MIGALHAS QUENTES

  1. Home >
  2. Quentes >
  3. Empresa impedida de devolver imóvel alugado por falha da Enel será ressarcida
Falha na prestação

Empresa impedida de devolver imóvel alugado por falha da Enel será ressarcida

Atraso na migração da rede de média para baixa tensão impediu empresa de entregar imóvel ao locador no tempo previsto.

Da Redação

quinta-feira, 10 de setembro de 2026

Atualizado às 14:24

Enel deverá ressarcir aluguéis e encargos pagos por empresa que ficou impedida de devolver imóvel devido à demora na migração da rede de média para baixa tensão. A decisão é da juíza de Direito Cinara Palhares, da 3ª vara Cível do Foro Regional de Santana, em São Paulo.

A empresa havia solicitado a alteração da rede elétrica para viabilizar a devolução de um imóvel locado. O pedido foi feito em julho de 2025 e, após a confirmação de que a entrada de baixa tensão estava pronta, a própria concessionária emitiu ordem de serviço com prazo de cinco dias úteis para execução.

O serviço, no entanto, não foi realizado no prazo. Segundo a sentença, comunicações posteriores mostraram que, ainda em novembro e dezembro daquele ano, a solicitação continuava pendente, apesar das reiteradas cobranças feitas pela empresa.

Em defesa, a concessionária sustentou que a demora decorreu de pendências documentais atribuídas à empresa e da complexidade técnica do serviço. Também contestou os danos materiais e a aplicação do CDC.

 (Imagem: Marco Ambrosio/AtoPress/Folhapress)

Por falha na Enel, empresa ficou impedida de entregar imóvel alugado.(Imagem: Marco Ambrosio/AtoPress/Folhapress)

Falha na prestação do serviço

Ao analisar o caso, a magistrada considerou que eventual pendência documental surgida em procedimento iniciado em fevereiro de 2026 não justificava o período transcorrido desde a emissão da ordem de serviço, em julho de 2025. Para a juíza, ficou caracterizada a falha na prestação do serviço.

Quanto aos prejuízos, concluiu que a empresa permaneceu responsável pelos encargos locatícios enquanto não conseguia devolver o imóvel nas condições exigidas pelo proprietário.

 Conforme observou, notificações e comunicações apresentadas no processo, segundo a decisão, demonstraram a relação entre a demora na migração da rede e a manutenção dessas despesas.
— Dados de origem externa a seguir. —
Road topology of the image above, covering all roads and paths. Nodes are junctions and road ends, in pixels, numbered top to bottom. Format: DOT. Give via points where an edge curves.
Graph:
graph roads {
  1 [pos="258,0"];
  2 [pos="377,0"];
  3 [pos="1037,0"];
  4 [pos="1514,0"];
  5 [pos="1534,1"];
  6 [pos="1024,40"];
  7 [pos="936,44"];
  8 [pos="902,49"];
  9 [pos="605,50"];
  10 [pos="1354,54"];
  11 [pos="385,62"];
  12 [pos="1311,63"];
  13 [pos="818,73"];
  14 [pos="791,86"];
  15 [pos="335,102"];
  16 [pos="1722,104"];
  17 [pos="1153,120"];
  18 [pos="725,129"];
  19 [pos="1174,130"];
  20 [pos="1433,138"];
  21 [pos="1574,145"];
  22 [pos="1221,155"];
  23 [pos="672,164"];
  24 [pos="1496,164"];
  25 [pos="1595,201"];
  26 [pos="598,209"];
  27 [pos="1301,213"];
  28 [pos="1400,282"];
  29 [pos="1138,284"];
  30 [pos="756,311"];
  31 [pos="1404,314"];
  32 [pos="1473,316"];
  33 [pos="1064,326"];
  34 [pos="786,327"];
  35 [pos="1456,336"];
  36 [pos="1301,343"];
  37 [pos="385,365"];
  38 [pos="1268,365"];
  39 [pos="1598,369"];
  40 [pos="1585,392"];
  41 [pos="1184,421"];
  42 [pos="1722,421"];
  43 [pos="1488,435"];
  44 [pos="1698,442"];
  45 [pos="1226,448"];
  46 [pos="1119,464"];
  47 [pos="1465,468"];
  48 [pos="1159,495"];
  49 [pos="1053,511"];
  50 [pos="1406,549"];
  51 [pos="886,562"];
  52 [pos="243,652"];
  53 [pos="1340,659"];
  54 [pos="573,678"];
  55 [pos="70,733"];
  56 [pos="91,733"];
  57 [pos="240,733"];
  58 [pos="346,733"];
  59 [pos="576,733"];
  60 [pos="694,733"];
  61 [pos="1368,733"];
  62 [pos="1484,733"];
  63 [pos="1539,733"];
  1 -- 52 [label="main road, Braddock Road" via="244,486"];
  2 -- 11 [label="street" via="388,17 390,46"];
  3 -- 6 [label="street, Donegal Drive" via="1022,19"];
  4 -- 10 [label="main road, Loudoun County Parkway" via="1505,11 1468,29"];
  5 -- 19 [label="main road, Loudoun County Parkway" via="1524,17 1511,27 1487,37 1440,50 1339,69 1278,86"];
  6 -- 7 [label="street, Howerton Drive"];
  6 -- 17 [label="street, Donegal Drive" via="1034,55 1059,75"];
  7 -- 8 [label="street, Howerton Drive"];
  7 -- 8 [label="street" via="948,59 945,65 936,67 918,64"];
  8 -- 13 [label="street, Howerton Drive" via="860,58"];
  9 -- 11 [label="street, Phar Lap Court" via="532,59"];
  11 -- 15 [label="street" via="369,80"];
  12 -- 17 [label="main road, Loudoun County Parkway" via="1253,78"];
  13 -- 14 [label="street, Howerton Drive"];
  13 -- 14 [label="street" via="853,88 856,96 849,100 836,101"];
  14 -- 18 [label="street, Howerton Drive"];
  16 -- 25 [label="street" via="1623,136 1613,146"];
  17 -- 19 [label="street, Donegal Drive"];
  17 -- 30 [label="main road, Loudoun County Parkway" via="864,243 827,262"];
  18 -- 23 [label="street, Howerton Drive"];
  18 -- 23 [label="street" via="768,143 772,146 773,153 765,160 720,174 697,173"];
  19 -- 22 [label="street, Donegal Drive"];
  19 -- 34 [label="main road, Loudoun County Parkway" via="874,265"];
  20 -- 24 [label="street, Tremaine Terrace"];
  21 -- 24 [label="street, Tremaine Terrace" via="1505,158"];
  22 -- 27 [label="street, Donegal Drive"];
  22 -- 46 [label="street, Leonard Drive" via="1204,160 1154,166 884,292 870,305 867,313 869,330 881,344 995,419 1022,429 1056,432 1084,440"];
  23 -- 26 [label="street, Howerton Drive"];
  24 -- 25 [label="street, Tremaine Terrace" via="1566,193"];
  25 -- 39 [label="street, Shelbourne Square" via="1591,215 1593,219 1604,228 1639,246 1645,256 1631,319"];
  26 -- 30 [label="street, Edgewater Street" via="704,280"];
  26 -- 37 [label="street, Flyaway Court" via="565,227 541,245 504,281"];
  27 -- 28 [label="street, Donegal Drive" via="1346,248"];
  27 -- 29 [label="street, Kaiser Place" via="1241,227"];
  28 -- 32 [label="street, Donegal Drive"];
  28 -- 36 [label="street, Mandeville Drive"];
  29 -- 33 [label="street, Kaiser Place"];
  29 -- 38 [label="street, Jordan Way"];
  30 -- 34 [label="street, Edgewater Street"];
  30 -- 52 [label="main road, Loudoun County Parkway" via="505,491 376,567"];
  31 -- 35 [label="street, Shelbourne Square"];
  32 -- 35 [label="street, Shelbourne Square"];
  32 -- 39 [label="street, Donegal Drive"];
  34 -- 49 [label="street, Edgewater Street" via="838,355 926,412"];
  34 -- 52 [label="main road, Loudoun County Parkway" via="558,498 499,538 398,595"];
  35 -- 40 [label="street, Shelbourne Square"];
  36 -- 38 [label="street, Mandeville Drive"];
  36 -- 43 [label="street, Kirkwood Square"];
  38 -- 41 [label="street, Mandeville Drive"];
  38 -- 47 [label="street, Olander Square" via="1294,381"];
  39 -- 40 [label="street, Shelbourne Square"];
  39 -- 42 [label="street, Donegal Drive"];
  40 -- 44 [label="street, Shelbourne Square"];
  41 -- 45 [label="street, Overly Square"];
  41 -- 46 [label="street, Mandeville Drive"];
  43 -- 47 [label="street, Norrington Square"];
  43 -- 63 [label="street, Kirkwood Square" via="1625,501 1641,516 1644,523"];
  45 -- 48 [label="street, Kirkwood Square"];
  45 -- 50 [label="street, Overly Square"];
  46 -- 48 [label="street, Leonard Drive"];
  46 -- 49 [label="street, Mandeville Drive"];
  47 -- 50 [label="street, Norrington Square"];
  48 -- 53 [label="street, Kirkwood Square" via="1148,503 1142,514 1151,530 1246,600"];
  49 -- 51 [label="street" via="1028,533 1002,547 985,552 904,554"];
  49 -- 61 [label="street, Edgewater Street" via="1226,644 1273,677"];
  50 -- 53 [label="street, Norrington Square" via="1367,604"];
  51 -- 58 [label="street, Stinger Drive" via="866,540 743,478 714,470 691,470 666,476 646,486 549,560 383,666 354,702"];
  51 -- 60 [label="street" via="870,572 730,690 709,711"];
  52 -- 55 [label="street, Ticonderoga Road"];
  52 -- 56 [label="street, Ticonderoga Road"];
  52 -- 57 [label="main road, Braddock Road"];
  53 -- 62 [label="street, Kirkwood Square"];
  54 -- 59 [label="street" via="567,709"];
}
A sentença, porém, não acolheu como prova suficiente uma minuta de acordo no valor de R$ 94,3 mil para considerar que toda essa quantia havia sido efetivamente suportada pela empresa. Como o próprio pedido indenizatório foi limitado às despesas posteriores a 25 de dezembro de 2025, o ressarcimento ficou restrito ao período entre essa data e a entrega do imóvel, em 3 de junho de 2026.

Ressarcimento

Com isso, a juíza julgou os pedidos parcialmente procedentes e condenou a concessionária a ressarcir os aluguéis e encargos locatícios efetivamente devidos pela empresa no período. O montante deverá ser comprovado documentalmente e apurado em liquidação de sentença.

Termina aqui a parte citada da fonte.